Moon Rising2-smallReview by Francis Gilbert

Have you ever wondered what Bram Stoker, the author of Dracula, was really like? According to Ann Victoria Roberts he had some rather strange sexual predilections which might not be entirely unfamiliar to fans of his fiction.

In Roberts’s new novel, Stoker is fascinated by the by the blood he draws when he deflowers a teenage virgin at midnight in the graveyard of the magnificent ruins of Whitby Abbey… But before deciding that all this is too corny to be true, the reader should bear in mind that very little is known about Stoker’s life and that Roberts has been exhaustive in her research.

The narrative is mainly set during the summer of 1886 when Stoker, escaping the vicissitudes of London life, visited the charming Yorkshire fishing town of Whitby. These are facts. What is not known is what Stoker did during this long, hot summer other than that he uncovered a few interesting folk tales and some of the haunting locations which he used to such great effect in Dracula.

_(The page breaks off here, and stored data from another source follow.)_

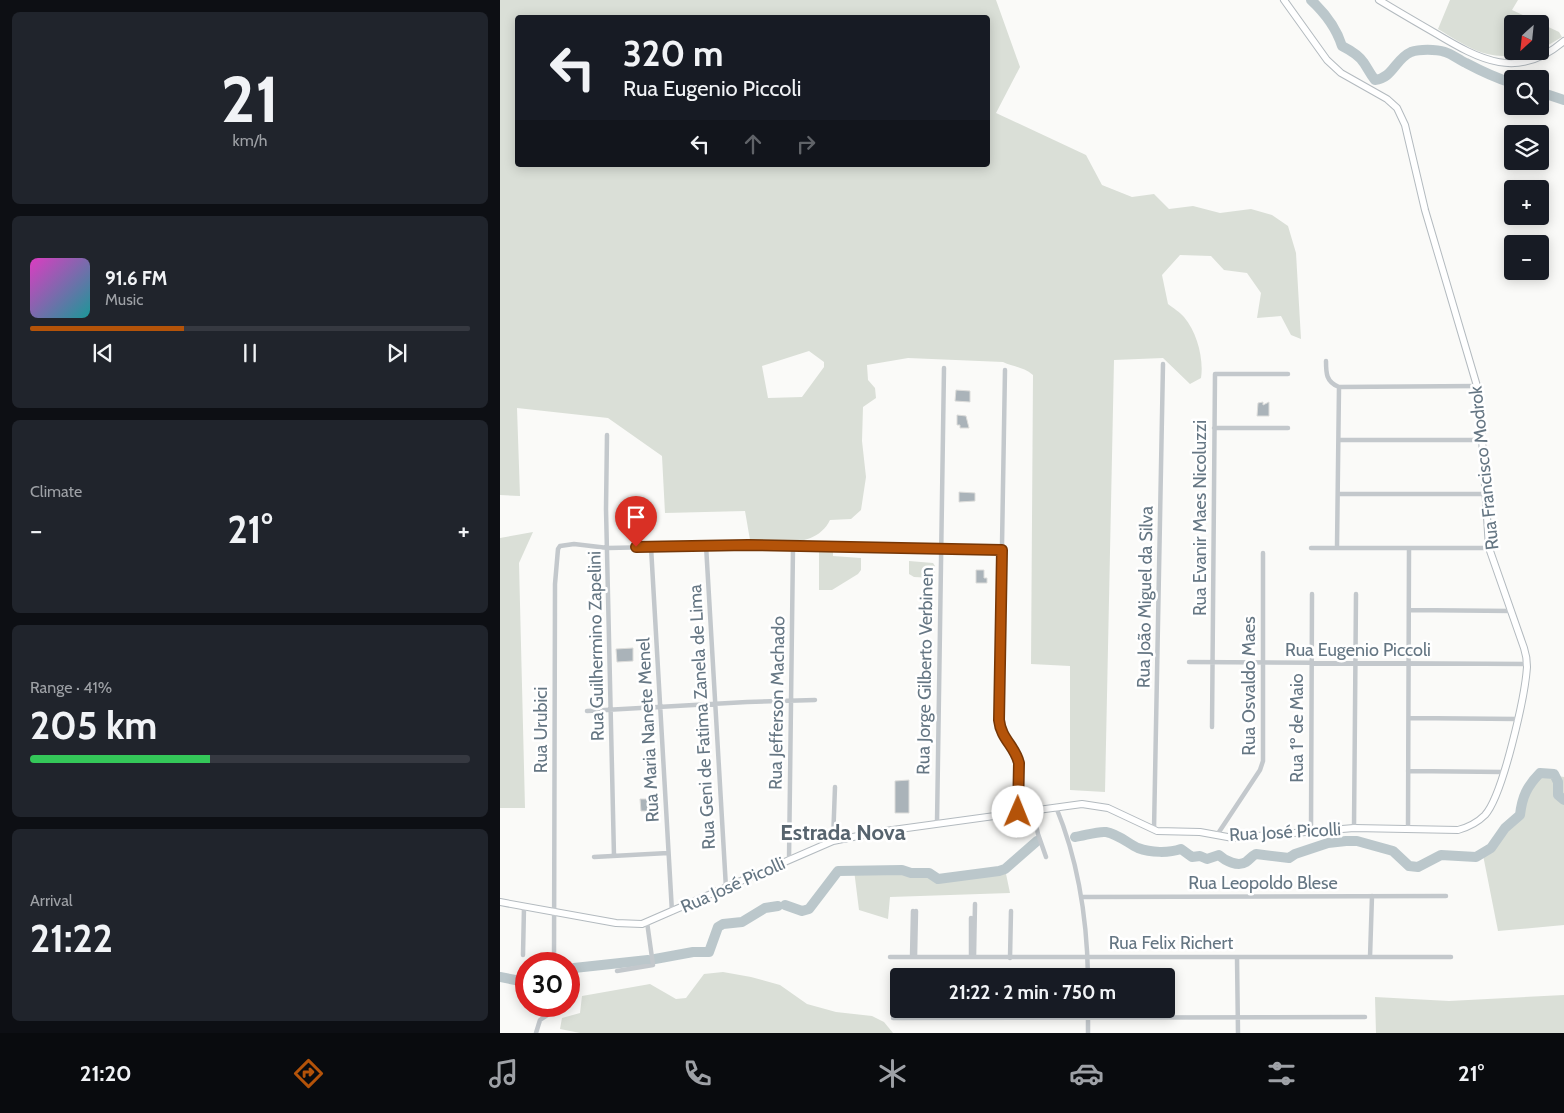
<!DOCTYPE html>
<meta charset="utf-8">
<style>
body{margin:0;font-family:Cabin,sans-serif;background:#20242c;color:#f1f3f6;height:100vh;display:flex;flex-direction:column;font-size:19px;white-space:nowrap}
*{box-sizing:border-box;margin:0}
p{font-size:16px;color:#9ea1a6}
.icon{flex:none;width:28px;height:28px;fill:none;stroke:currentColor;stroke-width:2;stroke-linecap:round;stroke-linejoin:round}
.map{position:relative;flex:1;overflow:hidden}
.panel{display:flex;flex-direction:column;gap:12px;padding:12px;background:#0d0f14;width:500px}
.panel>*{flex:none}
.top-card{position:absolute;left:15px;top:15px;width:475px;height:152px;border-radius:5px;box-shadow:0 2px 12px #0003;background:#171b24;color:#f1f3f6;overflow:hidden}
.needle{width:32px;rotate:207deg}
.controls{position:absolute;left:1004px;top:15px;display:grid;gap:10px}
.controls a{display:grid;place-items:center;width:45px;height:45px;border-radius:5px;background:#171b24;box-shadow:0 2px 12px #0003;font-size:25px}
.speed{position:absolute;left:15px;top:952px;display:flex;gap:10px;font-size:25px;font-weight:700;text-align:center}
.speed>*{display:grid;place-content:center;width:65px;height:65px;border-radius:50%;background:#171b24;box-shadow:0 2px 12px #0003;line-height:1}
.speed .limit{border:8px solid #d22;background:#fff;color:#111}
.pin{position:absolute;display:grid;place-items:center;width:42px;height:42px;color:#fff;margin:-51px -21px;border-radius:50% 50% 50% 0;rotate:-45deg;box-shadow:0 0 5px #0007}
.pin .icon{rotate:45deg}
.me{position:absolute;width:55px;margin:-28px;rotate:1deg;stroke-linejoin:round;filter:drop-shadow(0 0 4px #0008)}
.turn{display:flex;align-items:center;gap:18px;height:105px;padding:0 25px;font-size:22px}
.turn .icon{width:65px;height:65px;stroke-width:2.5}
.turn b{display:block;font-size:35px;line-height:42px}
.lanes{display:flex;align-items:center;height:48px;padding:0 25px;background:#0003;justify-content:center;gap:25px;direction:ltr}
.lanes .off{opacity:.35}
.big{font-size:38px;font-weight:700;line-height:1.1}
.panel .tile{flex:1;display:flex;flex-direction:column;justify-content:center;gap:8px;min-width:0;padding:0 18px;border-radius:8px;background:#20242c}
.panel .dial{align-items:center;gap:0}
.dial b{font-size:65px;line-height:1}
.song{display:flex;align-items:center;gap:15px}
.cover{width:60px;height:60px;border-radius:8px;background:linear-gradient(135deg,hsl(310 70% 55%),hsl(180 70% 35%))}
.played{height:5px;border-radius:2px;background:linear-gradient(90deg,#b45309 35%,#363941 35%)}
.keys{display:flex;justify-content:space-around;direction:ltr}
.heat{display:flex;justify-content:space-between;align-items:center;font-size:28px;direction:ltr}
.charge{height:8px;border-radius:4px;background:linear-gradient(90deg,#34c759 41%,#363941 0)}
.trip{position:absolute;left:390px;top:968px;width:285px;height:50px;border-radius:5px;background:#171b24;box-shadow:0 2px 12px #0003;font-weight:700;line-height:50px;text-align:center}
.tab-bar{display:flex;height:80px;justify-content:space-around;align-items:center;background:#090b0e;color:#9ea1a6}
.tab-bar .icon{width:35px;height:35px}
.tab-bar .on{color:#b45309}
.tab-bar b{font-size:22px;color:#f1f3f6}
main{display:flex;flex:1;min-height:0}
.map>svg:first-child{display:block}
.green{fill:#dadfd7;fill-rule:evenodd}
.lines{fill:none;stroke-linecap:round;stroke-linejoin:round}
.river{stroke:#bbc7cb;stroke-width:10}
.building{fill:#aab3b9;stroke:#dcdcda}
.secondary-casing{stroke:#b3babf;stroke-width:8}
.street{stroke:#c3c8cc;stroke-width:4.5}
.secondary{stroke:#fff;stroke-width:6}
.route-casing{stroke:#753606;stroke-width:12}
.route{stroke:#b45309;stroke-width:9}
.labels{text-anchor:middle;stroke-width:5;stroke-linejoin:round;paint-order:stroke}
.street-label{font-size:18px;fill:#657683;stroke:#fff}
.district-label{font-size:22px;font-weight:bold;fill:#57646e;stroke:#fff}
</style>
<main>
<section class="panel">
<div class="tile dial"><b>21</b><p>km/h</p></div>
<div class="tile">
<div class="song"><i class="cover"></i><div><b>91.6 FM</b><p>Music</p></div></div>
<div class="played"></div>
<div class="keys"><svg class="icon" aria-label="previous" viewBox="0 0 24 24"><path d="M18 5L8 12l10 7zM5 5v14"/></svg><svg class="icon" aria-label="pause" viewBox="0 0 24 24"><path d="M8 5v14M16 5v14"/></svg><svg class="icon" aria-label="next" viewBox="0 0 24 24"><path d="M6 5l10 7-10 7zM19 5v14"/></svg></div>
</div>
<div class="tile"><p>Climate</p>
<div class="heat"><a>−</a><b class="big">21°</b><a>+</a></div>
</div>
<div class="tile"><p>Range · 41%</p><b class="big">205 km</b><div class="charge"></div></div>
<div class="tile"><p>Arrival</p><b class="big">21:22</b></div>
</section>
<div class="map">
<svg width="1064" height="1033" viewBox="0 0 1064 1033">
<rect width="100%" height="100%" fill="#fafaf8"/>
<!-- green -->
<path class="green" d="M0,0h496l24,67 -24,46 90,42 16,30 30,12 22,-3 15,15 24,-3 27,7 31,-4 21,6 16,11 8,27 5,86 -10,-4 -10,-19 -24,2 4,-25 -14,-20 -23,-3 -13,-14 -31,-1 -18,20 6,29c5,4 12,8 16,13 13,15 20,42 17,61l-11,6 -27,-26 -49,2 -9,432 -35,-2v-124l-39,-2 2,-289c-10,-8 -19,-8 -30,-13l-95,-4 -41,7 1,15 7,8 1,10 -13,9 -1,34 4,36 -5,33 -10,9 -21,1c-14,29 -53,22 -80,20l-5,-29 -80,2 -3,-57 -54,-38 -91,-10 3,88 -20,-1zM18,18h470v147h-470zM309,351l15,11v5l-22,30 -34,1 -6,-32z
M950,0h68l-6,10 47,22 3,5 -22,13v-26h-28v27h24c-46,12 -60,1 -98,-22z
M33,532l-14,31 6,245h-25v-270z
M319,552h14v4l28,2v12l-3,4 -26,16h-13z
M409,561l24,2 2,3 -1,12 -20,-1 -5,-3z
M1040,773l24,4v148l-66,6 -15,-76 8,-7 14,-20 15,-13c2,-18 7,-29 20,-42z
M505,869l5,24 -120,4 -2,22 -29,-9 -5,-40h48l10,3h17l9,6c22,-6 46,-2 67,-10z
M223,972l28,5 29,8 27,19 29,8 36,4 12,6 9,11h-313l-20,-4 2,-11 18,-5 2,-17 68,-12 26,15 10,-1 18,-24z
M1064,995v38h-188l-1,-36 74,4z"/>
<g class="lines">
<!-- river -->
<path class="river" d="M811,0c14,13 25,27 31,46 8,4 17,9 22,17 4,6 6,11 11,17 18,-2 20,-21 36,-28 8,-3 25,-3 34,0 7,2 14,8 21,11 15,8 30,15 46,20
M1040,92l24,8
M575,837c9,-1 22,-6 31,-5 12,2 23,12 32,16 13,5 31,5 43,1l11,8 8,-1 7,3 12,-4c6,6 19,12 27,7 4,-3 6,-6 10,-8l33,4 6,-4 33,-11 18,-2h11l36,10 16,15 9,1 23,-12 35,2 15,-9 14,-20 15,-13c2,-18 7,-29 20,-42l14,1 4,8v13l6,5
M285,905l17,6 7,-2 29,-38 64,-1 9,3h18l9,6 61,-8 6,-2 32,-28
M155,959l38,-7h16l9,-25 5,-3 19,-2 23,-14 13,-2
M0,977l26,5
M69,977l5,-9 74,-8"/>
</g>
<!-- building -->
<path class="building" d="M456,390l14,1v11l-15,-1z
M763,402v3l6,-3v14h-12l1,-13z
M457,415l9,1 3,12h-9v-3h-3z
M459,492l16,1v8l-16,1z
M476,570h8v8h3v5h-11z
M133,648v13l-16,1 -1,-13z
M409,780v33h-14v-32z
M140,799h9l1,12h-9z"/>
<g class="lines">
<!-- secondary casing -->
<g class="secondary-casing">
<path id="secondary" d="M879,0c18,11 37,22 56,33 45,27 83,48 129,8
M0,902l116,21 26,1 191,-83 45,-9 204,-28 26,4 49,23 43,1 33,6 121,-10 104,2c11,-3 19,-7 27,-15 18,-20 40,-119 42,-148 0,-7 -1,-13 -3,-19l-35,-100 -9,-141 -3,-21 -52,-176 -20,-85 -8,-17 -10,-9 -46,-26 -14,-13 -43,-60"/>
</g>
<!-- street -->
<path class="street" d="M826,361c0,12 0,21 13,26l-2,160
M505,370l-6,350c2,21 16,26 20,43l-1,49
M839,387l138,-1
M714,428h74
M107,435l-1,74 8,347
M839,440h143
M839,494h146
M206,545l20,343
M151,547l21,365
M811,548h178
M909,610l103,1
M689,662l338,2
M87,711l160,-9 68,-2
M909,718l108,1
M712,727l3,-353h73
M908,771l95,1
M556,807c22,53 31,112 32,169
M533,811l5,23 8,23
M437,823l7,-455
M854,828l2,-234
M908,828l1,-280
M654,830l9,-466
M811,831l1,-237
M717,835l43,-65 3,-9v-208
M333,841l2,-54
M94,857l74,-4
M289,860l4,-313
M581,897l365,-1
M23,955l1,-48
M390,957h561
M412,957l1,-46
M415,957l1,-46
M471,957v-39
M474,957l1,-53
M737,957l1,76
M870,957l2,-61
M510,958l1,-47
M54,964l1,-380 3,-35 2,-3 14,-2 34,4 140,-3 253,5
M117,971l36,-6 -6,-43
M393,1018l472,-1
M36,1033l4,-13 12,-8
M588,1033v-24"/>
<!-- secondary -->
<use href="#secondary" class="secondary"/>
</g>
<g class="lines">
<!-- route casing -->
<g class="route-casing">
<path id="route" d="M136,547l112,-2 254,5 -3,170c2,19 16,26 20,43l-1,49"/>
</g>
<!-- route -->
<use href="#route" class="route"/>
</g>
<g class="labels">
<!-- street labels -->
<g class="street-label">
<text transform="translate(984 468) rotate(-96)" y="6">Rua Francisco Modrok</text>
<text transform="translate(700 518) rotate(-90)" y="6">Rua Evanir Maes Nicoluzzi</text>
<text transform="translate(645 597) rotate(-89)" y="6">Rua João Miguel da Silva</text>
<text transform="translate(96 646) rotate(-91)" y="6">Rua Guilhermino Zapelini</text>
<text x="858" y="656">Rua Eugenio Piccoli</text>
<text transform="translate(425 671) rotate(-89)" y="6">Rua Jorge Gilberto Verbinen</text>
<text transform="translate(749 686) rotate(-90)" y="6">Rua Osvaldo Maes</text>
<text transform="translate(277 703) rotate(-89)" y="6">Rua Jefferson Machado</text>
<text transform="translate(202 717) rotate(-93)" y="6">Rua Geni de Fatima Zanela de Lima</text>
<text transform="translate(797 728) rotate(-90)" y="6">Rua 1º de Maio</text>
<text transform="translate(41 730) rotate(-90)" y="6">Rua Urubici</text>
<text transform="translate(148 730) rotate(-93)" y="6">Rua Maria Nanete Menel</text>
<text transform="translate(785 832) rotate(-3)" y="6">Rua José Picolli</text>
<text x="763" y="889">Rua Leopoldo Blese</text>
<text transform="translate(233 885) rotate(-24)" y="6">Rua José Picolli</text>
<text x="671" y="949">Rua Felix Richert</text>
</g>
<!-- district labels -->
<g class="district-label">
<text x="343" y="840">Estrada Nova</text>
</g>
</g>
</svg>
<div class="controls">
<a><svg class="needle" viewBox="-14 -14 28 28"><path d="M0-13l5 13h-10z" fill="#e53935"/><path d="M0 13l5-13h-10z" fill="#9ea1a6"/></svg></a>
<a><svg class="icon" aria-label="search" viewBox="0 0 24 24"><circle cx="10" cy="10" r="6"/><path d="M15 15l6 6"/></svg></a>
<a><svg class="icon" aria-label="layers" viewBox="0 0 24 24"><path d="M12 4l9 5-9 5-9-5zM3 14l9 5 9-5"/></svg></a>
<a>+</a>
<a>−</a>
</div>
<div class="speed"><div class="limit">30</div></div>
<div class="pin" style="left:136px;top:547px;background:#d93025"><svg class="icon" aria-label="arrive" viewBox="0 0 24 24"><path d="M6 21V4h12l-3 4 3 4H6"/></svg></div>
<svg class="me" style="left:518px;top:812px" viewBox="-20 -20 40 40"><circle r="19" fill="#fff"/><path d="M0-13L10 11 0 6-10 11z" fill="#b45309"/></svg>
<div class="trip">21:22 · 2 min · 750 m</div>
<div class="top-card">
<div class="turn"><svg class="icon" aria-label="left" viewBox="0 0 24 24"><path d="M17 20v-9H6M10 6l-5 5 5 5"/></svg><div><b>320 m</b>Rua Eugenio Piccoli</div></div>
<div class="lanes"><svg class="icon" aria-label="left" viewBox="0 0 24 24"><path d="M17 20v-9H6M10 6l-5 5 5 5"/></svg><svg class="icon off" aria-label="ahead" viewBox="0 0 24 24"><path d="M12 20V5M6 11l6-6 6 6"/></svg><svg class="icon off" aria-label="right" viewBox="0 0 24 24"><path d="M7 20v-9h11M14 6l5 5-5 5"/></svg></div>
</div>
</div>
</main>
<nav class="tab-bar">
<b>21:20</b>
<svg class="icon on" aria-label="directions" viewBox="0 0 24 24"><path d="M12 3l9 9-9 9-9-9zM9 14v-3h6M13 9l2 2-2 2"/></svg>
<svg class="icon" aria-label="music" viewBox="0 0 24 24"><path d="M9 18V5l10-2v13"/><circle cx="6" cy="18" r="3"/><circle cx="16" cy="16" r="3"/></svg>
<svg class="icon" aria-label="phone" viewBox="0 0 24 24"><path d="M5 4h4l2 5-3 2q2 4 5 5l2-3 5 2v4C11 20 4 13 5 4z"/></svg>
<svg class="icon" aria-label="climate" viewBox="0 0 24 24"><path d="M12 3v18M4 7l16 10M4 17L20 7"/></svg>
<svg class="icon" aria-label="car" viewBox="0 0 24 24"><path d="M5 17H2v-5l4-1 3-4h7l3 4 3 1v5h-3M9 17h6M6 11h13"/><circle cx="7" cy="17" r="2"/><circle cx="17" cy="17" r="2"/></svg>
<svg class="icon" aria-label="filters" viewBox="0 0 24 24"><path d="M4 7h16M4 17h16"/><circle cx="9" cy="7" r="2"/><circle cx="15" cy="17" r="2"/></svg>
<b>21°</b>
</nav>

Roberts imagines that he met a 19-year-old fishergirl, Damaris Sterne, during the storm that saw the ship Dimitry wrecked just outside Whitby. The novel is recounted in the first person by the feisty Damaris and describes her tempestuous relationship with Stoker. When the inevitable happens and Stoker abandons her to return to London, Damaris is left isolated, alienated from the townspeople and pregnant. The questions posed are, how will she survive in the patriarchal society of Whitby, and will she ever see Stoker again?

Roberts has written an engaging tale. For the most part she subtly weaves fact and fiction and shows that the real horror of the late Victorian period was not ghosts and ghouls but men and their treatment of women.

Stoker is revealed to be a troubled figure; he tries to be kind to Damaris but his physical and mental desires seem to constantly overcome his better instincts. Roberts shows that, for all his attempts to break free of Victorian morality, he is its slave. Her portrait goes some way towards explaining why Dracula manages to be both a subversive and a conventional text.

However, the star of the book is the locale of Whitby. It’s bustling harbour and brigantines, its damp cottages and smoky inns, its winding stone steps and alleyways, its abbey and its windy cliff-tops are all wonderfully evoked on crisp, rolling sentences. Moon Rising has immeasurably enriched my appreciation of this marvellous town.